Copy out each line of the entries where the word "dead" is present.

START Data for analysis

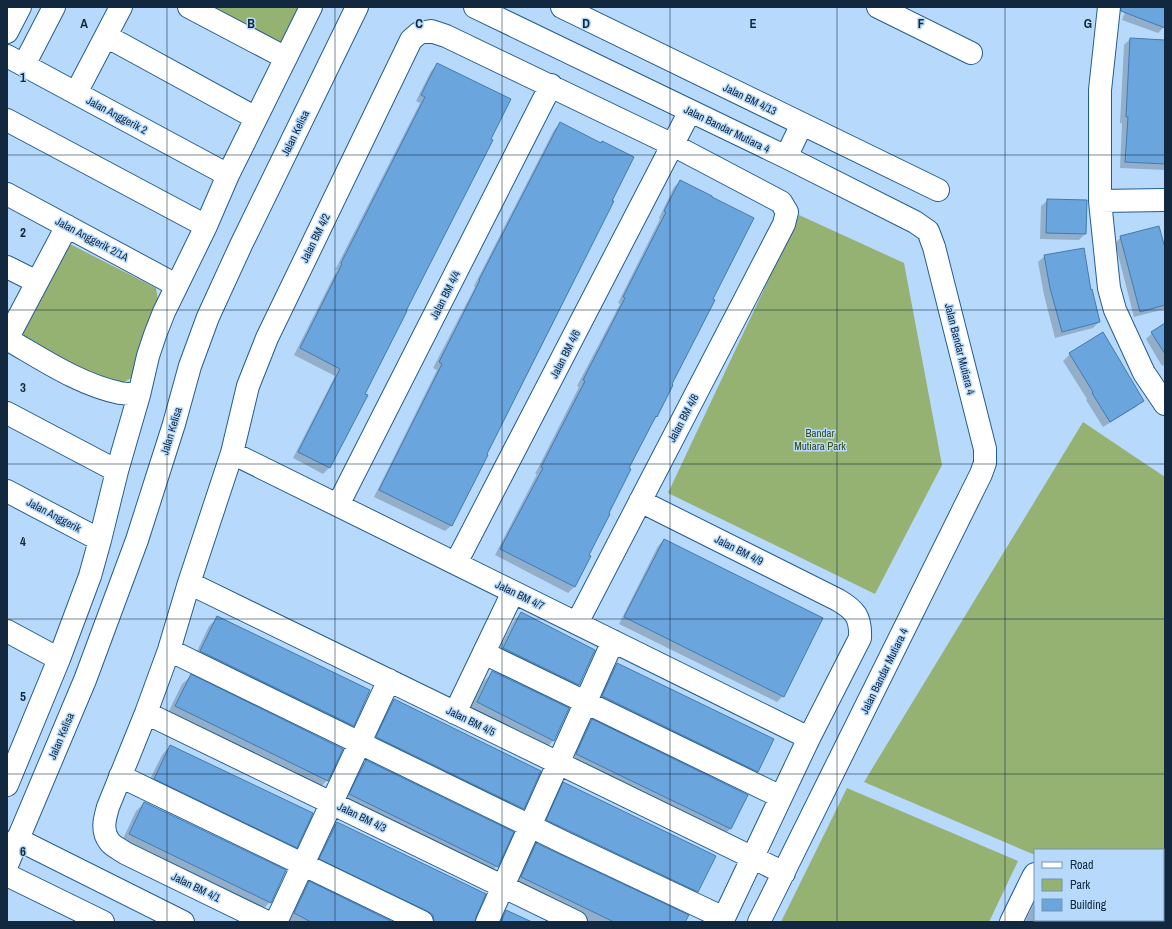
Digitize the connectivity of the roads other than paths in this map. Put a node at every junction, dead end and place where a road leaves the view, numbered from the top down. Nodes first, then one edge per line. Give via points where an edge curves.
1 (20, 7) edge
2 (54, 7) edge
3 (122, 7) edge
4 (189, 7) edge
5 (311, 7) edge
6 (357, 7) edge
7 (475, 7) edge
8 (562, 7) edge
9 (878, 7) edge
10 (1109, 7) edge
11 (7, 32) edge
12 (106, 36) junction
13 (971, 52) dead end
14 (286, 58) junction
15 (16, 61) edge
16 (551, 86) junction
17 (76, 93) junction
18 (690, 111) junction
19 (256, 118) junction
20 (7, 120) edge
21 (802, 124) junction
22 (673, 144) junction
23 (786, 157) junction
24 (228, 175) junction
25 (938, 190) dead end
26 (7, 194) edge
27 (1165, 200) edge
28 (1100, 201) junction
29 (67, 226) junction
30 (206, 226) junction
31 (7, 267) edge
32 (37, 282) junction
33 (176, 285) junction
34 (7, 339) edge
35 (139, 395) junction
36 (1165, 404) edge
37 (7, 413) edge
38 (232, 453) junction
39 (117, 471) junction
40 (7, 490) edge
41 (640, 501) junction
42 (338, 505) junction
43 (100, 540) junction
44 (456, 563) junction
45 (189, 584) junction
46 (514, 592) junction
47 (577, 623) junction
48 (7, 631) edge
49 (613, 641) junction
50 (169, 650) junction
51 (484, 653) junction
52 (59, 659) junction
53 (389, 680) junction
54 (586, 702) junction
55 (146, 713) junction
56 (455, 713) junction
57 (809, 738) junction
58 (360, 743) junction
59 (558, 763) junction
60 (9, 773) edge
61 (120, 776) junction
62 (781, 797) junction
63 (332, 802) junction
64 (530, 826) junction
65 (17, 839) junction
66 (752, 858) junction
67 (303, 864) junction
68 (7, 865) edge
69 (784, 873) junction
70 (7, 875) edge
71 (1034, 875) edge
72 (503, 886) junction
73 (723, 920) edge
74 (103, 922) edge
75 (183, 922) edge
76 (267, 922) edge
77 (276, 922) edge
78 (422, 922) edge
79 (487, 922) edge
80 (576, 922) edge
81 (760, 922) edge
82 (1011, 922) edge

1 - 11 street
2 - 15 street
3 - 12 street
4 - 14 street
5 - 14 street
6 - 65 street, Jalan Kelisa via 208,317 190,366 137,540 84,680
7 - 18 street, Jalan Bandar Mutiara 4
8 - 21 street, Jalan BM 4/13
9 - 13 street
10 - 28 street via 1100,90
12 - 17 street
12 - 19 street
14 - 19 street
15 - 17 street, Jalan Anggerik 2
16 - 22 street
16 - 38 street, Jalan BM 4/2 via 431,31 419,33 411,40 267,338 248,386
16 - 42 street, Jalan BM 4/4
17 - 24 street, Jalan Anggerik 2
18 - 22 street, Jalan BM 4/6
18 - 23 street, Jalan Bandar Mutiara 4
19 - 24 street
20 - 30 street
21 - 23 street
21 - 25 street, Jalan BM 4/13
22 - 41 street, Jalan BM 4/8 via 780,202 786,212 784,224
22 - 44 street, Jalan BM 4/6
23 - 69 street, Jalan Bandar Mutiara 4 via 928,231 985,449 985,463
24 - 30 street
26 - 29 street, Jalan Anggerik 2/1A
27 - 28 street
28 - 36 street via 1109,288 1114,310 1144,373
29 - 32 street
29 - 33 street, Jalan Anggerik 2/1A
30 - 33 street
31 - 32 street
32 - 34 street
33 - 35 street via 155,335
34 - 35 street via 72,376 120,393
35 - 39 street
37 - 39 street
38 - 42 street, Jalan BM 4/7
38 - 45 street, Jalan BM 4/2
39 - 43 street
40 - 43 street, Jalan Anggerik
41 - 47 street, Jalan BM 4/8
41 - 57 street, Jalan BM 4/9 via 851,608 857,617 860,638
42 - 44 street, Jalan BM 4/7
43 - 52 street via 90,576
44 - 46 street, Jalan BM 4/7
45 - 50 street, Jalan BM 4/2
45 - 53 street, Jalan BM 4/5
46 - 47 street, Jalan BM 4/7
46 - 51 street
47 - 49 street, Jalan BM 4/7
48 - 52 street
49 - 54 street
49 - 57 street, Jalan BM 4/7
50 - 55 street, Jalan BM 4/1
50 - 58 street
51 - 54 street
51 - 56 street
52 - 60 street
53 - 56 street, Jalan BM 4/5
53 - 58 street
54 - 59 street
54 - 62 street
55 - 61 street, Jalan BM 4/1
55 - 63 street, Jalan BM 4/3
56 - 59 street, Jalan BM 4/5
57 - 62 street, Jalan BM 4/9
58 - 63 street
58 - 64 street
59 - 64 street
59 - 66 street, Jalan BM 4/5
61 - 67 street
61 - 76 street, Jalan BM 4/1 via 104,822 104,831 110,842 125,853
62 - 66 street, Jalan BM 4/9
63 - 67 street
63 - 72 street, Jalan BM 4/3
64 - 72 street
64 - 73 street
65 - 68 street, Jalan Kelisa
65 - 75 street
66 - 69 street, Jalan BM 4/5
66 - 73 street, Jalan BM 4/9
67 - 77 street
67 - 78 street
69 - 81 street, Jalan Bandar Mutiara 4
70 - 74 street
71 - 82 street
72 - 79 street
72 - 80 street, Jalan BM 4/3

END Data for analysis

**Output of the exercise**:
Digitize the connectivity of the roads other than paths in this map. Put a node at every junction, dead end and place where a road leaves the view, numbered from the top down. Nodes first, then one edge per line. Give via points where an edge curves.
13 (971, 52) dead end
25 (938, 190) dead end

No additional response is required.